Гринблат знал, о чём говорил: его отец семнадцать лет подряд валил лес на Севере. И национальное богатство за эти семнадцать лет сделало из инженера Гринблата, что на спор передвигал полутонный трансформатор, из весельчака и балагура – тень.
Тень отца, вернувшегося с Севера, жила за шкафом, и Гринблат слышал, как он приподнимается с кровати, когда среди ночи во двор заезжает такси.
– Можно пойти рациональным путём. Нам верят, и наверху готовы. Не мы начали реформы, но реформы идут. Мы знаем, что они идут, – мы же сами обрабатываем информацию.
Мы не декабристы, а часть этих реформ, их просто не нужно останавливать – а если мы получим это наследство…

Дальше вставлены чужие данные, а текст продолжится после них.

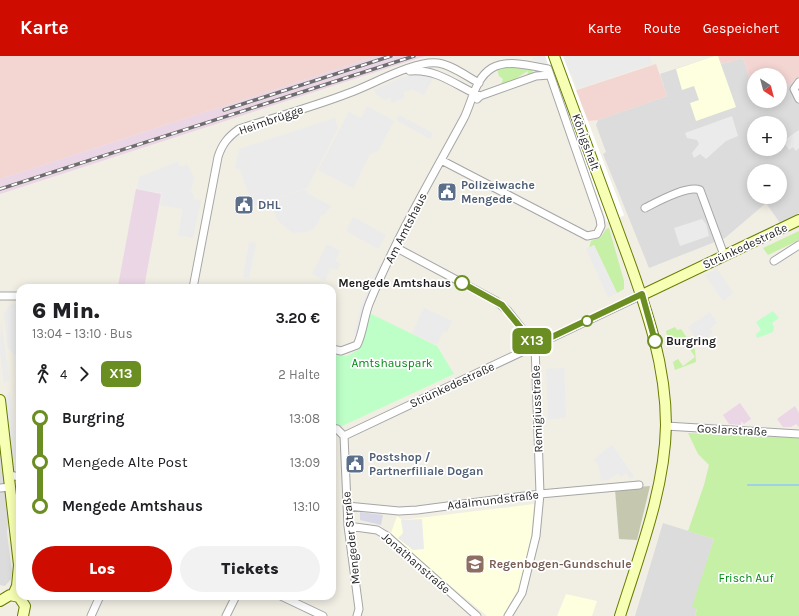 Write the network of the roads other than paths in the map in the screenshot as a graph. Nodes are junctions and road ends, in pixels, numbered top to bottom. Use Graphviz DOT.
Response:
graph roads {
  1 [pos="554,56"];
  2 [pos="536,67"];
  3 [pos="394,74"];
  4 [pos="550,74"];
  5 [pos="536,76"];
  6 [pos="799,82"];
  7 [pos="479,83"];
  8 [pos="477,95"];
  9 [pos="799,99"];
  10 [pos="441,160"];
  11 [pos="645,208"];
  12 [pos="799,220"];
  13 [pos="799,245"];
  14 [pos="395,247"];
  15 [pos="724,255"];
  16 [pos="774,261"];
  17 [pos="194,284"];
  18 [pos="642,294"];
  19 [pos="0,296"];
  20 [pos="16,296"];
  21 [pos="535,345"];
  22 [pos="336,350"];
  23 [pos="0,400"];
  24 [pos="666,426"];
  25 [pos="336,429"];
  26 [pos="799,434"];
  27 [pos="344,436"];
  28 [pos="9,475"];
  29 [pos="16,476"];
  30 [pos="639,485"];
  31 [pos="11,487"];
  32 [pos="0,488"];
  33 [pos="540,494"];
  34 [pos="346,506"];
  35 [pos="348,526"];
  36 [pos="16,530"];
  37 [pos="16,588"];
  38 [pos="10,597"];
  39 [pos="98,600"];
  40 [pos="234,600"];
  41 [pos="289,600"];
  42 [pos="23,616"];
  43 [pos="91,616"];
  44 [pos="226,616"];
  45 [pos="323,616"];
  46 [pos="357,616"];
  47 [pos="477,616"];
  48 [pos="508,616"];
  49 [pos="620,616"];
  1 -- 18 [label="main road, Königshalt"];
  2 -- 4 [label="street, Am Amtshaus"];
  2 -- 5 [label="street"];
  2 -- 7 [label="street, Am Amtshaus"];
  3 -- 7 [label="street, Heimbrügge"];
  3 -- 8 [label="street, Heimbrügge"];
  3 -- 17 [label="street, Heimbrügge"];
  4 -- 5 [label="street, Am Amtshaus"];
  4 -- 10 [label="street"];
  5 -- 8 [label="street, Am Amtshaus"];
  6 -- 9 [label="street"];
  7 -- 8 [label="street, Am Amtshaus"];
  8 -- 10 [label="street, Am Amtshaus"];
  10 -- 14 [label="street, Am Amtshaus"];
  11 -- 15 [label="street"];
  12 -- 15 [label="main road, Strünkedestraße"];
  13 -- 16 [label="street"];
  14 -- 21 [label="street"];
  14 -- 22 [label="street, Am Amtshaus"];
  15 -- 18 [label="main road, Strünkedestraße"];
  18 -- 21 [label="street, Strünkedestraße"];
  18 -- 24 [label="main road"];
  19 -- 20 [label="street"];
  21 -- 27 [label="street, Strünkedestraße"];
  21 -- 33 [label="street, Remigiusstraße"];
  23 -- 28 [label="main road"];
  24 -- 26 [label="street, Goslarstraße"];
  24 -- 49 [label="main road"];
  25 -- 27 [label="street"];
  27 -- 34 [label="street, Mengeder Straße"];
  28 -- 29 [label="street"];
  28 -- 31 [label="main road"];
  30 -- 33 [label="street, Adalmundstraße"];
  31 -- 32 [label="street"];
  31 -- 36 [label="main road"];
  33 -- 34 [label="street, Adalmundstraße"];
  33 -- 48 [label="street, Remigiusstraße"];
  34 -- 35 [label="street, Mengeder Straße"];
  35 -- 46 [label="street, Mengeder Straße"];
  35 -- 47 [label="street, Jonathanstraße"];
  37 -- 38 [label="main road"];
  38 -- 42 [label="main road"];
  39 -- 43 [label="street"];
  40 -- 44 [label="street"];
  41 -- 45 [label="street"];
}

Наследство нужно просто отложить.
– Ты много на себя берёшь, – зло сказал Бажанов. – Нефть нужна промышленности. Без промышленности не будет коммунизма.
– У нас не будет промышленности, если мы будем жить нефтью. Смотри, какая у нас электроника, – через три года мы полетим на Луну. У нас уже есть счётно-решающие машины – такие, что можно поставить на борт, в них будущее. Двести пятьдесят шесть килобит, представляешь? Да никто не представляет, что такое память двести пятьдесят шесть килобит!

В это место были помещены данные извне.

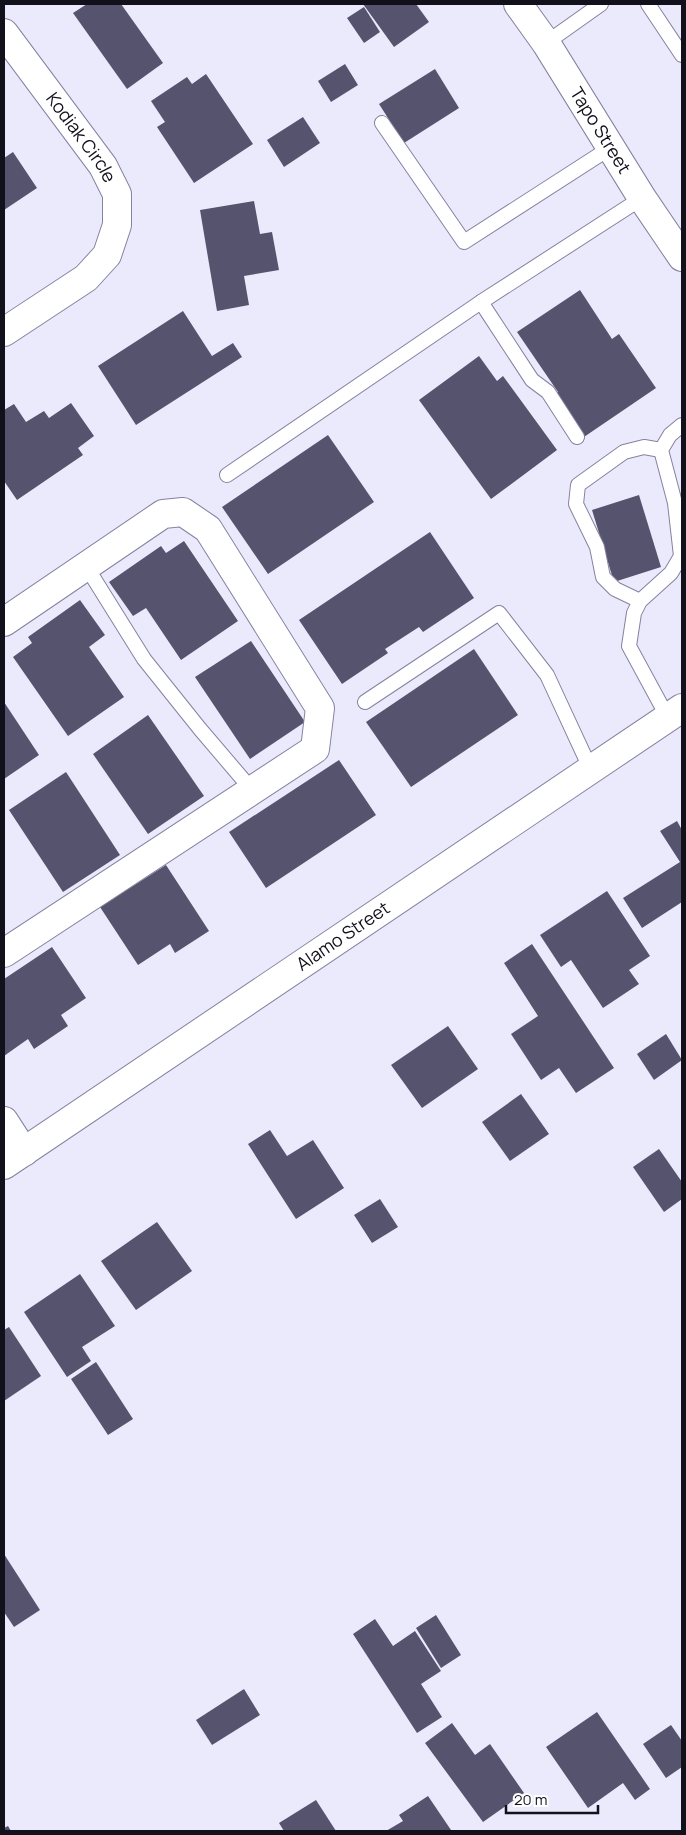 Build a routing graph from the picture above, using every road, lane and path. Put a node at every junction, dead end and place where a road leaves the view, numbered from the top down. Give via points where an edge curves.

Успокоившись, они нарисовали схему на доске. Гринблат после этого был обсыпан мелом и стал похож на мельника.
Рисовать на бумаге им давно запретили – из соображений всё той же секретности.
Линии сходились к одним прямоугольникам, исходили из других, и всё вело к одному человеку. Вернее, к группе людей, которыми он руководил.

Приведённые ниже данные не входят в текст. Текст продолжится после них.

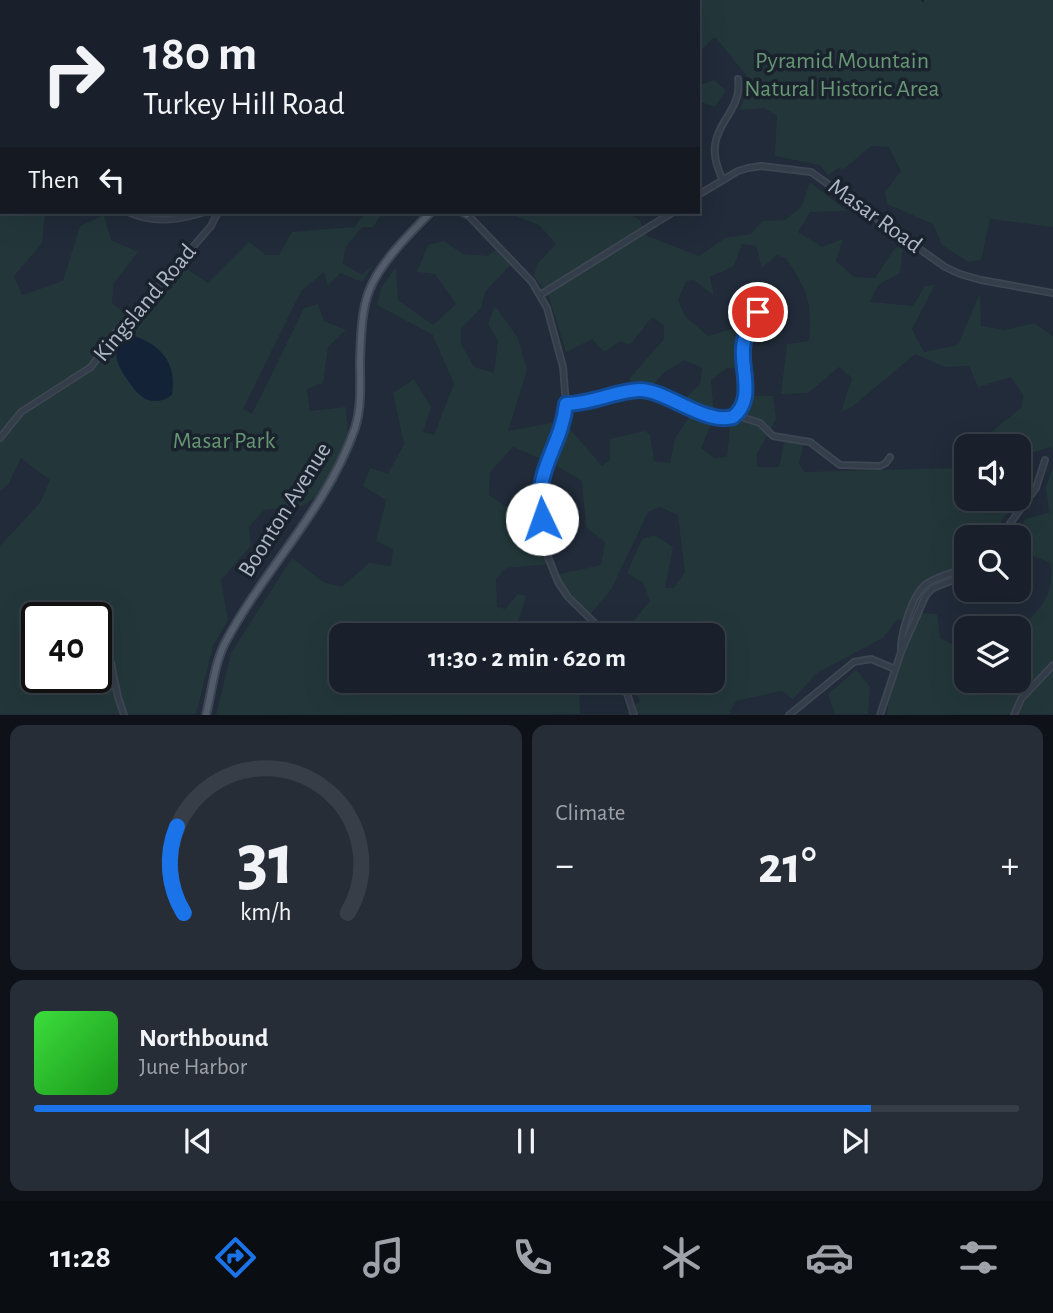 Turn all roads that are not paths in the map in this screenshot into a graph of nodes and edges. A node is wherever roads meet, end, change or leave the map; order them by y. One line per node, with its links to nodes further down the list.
1 (738, 79): 2 (street)
2 (723, 180): 3 (street, Masar Road); 10 (street, Masar Road)
3 (700, 194)
4 (132, 214): 5 (street)
5 (197, 214)
6 (217, 214): 15 (street, Kingsland Road)
7 (429, 214): 30 (main road, Boonton Avenue)
8 (468, 214): 11 (street)
9 (670, 214): 11 (street)
10 (1053, 293)
11 (540, 295): 13 (street)
12 (758, 312): 14 (street)
13 (566, 404): 14 (street); 23 (street)
14 (735, 415): 16 (street)
15 (0, 438)
16 (890, 457)
17 (1045, 460): 18 (street)
18 (1009, 525)
19 (954, 573): 21 (street)
20 (954, 580): 22 (street)
21 (917, 597): 22 (street); 24 (street)
22 (923, 599): 24 (street)
23 (596, 623)
24 (901, 652): 27 (street)
25 (1053, 665): 34 (street)
26 (112, 668): 29 (street)
27 (895, 669): 32 (street); 33 (street)
28 (628, 693): 31 (street)
29 (124, 715)
30 (206, 715)
31 (634, 715)
32 (789, 715)
33 (880, 715)
34 (1014, 715)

Не будет его, уверенного и волевого, – и всё развалится.
Развитие пойдёт иным путем – медленным и постепенным.
Не месторождение, а целая нефтяная страна будет развиваться с запозданием на десять лет. И за эти десять лет страна переменится – весь этот хозрасчёт, все реформы успеют совершить необратимый цикл.
А если нет – несколько десятилетий можно будет легко латать любые дыры в экономике.
Фролов с Гринблатом оценили рост объёмов по нефти до трёхсот миллионов тонн, а газа чуть не полтриллиона кубометров. Нефть и газ легко конвертировались в доллары, доллары превращались в оборудование и продовольствие, и не было в этой цепочке места совершенствованию производства – зачем оно, когда недостающее можно докупить за границей, не изменяя текущего уклада жизни.
И весь этот конус будущего сходился в настоящем только на одном человеке – на хамоватом нефтянике, почти их ровеснике.
Ему прочили большой пост в Западной Сибири. Он был, конечно, не один, с командой таких же, как он, похожих на казаков Ермака, лихих хозяйственников. В прошлые времена они пустились бы в Сибирь за мягким золотом, как сейчас пустились бы за чёрным. Но тогда они не побрезговали решать свои вопросы сталью сабель и голосом пищалей. Теперь они были стреножены новыми временами.
Но у них были покровители, а с этим надо считаться в любые времена.
И это будет смертью экономики.
Бажанов исчез на неделю.
Пару раз он забегал в институт, в непривычном чёрном костюме с галстуком, и было впечатление, что он каждый день ходит на какие-то похороны.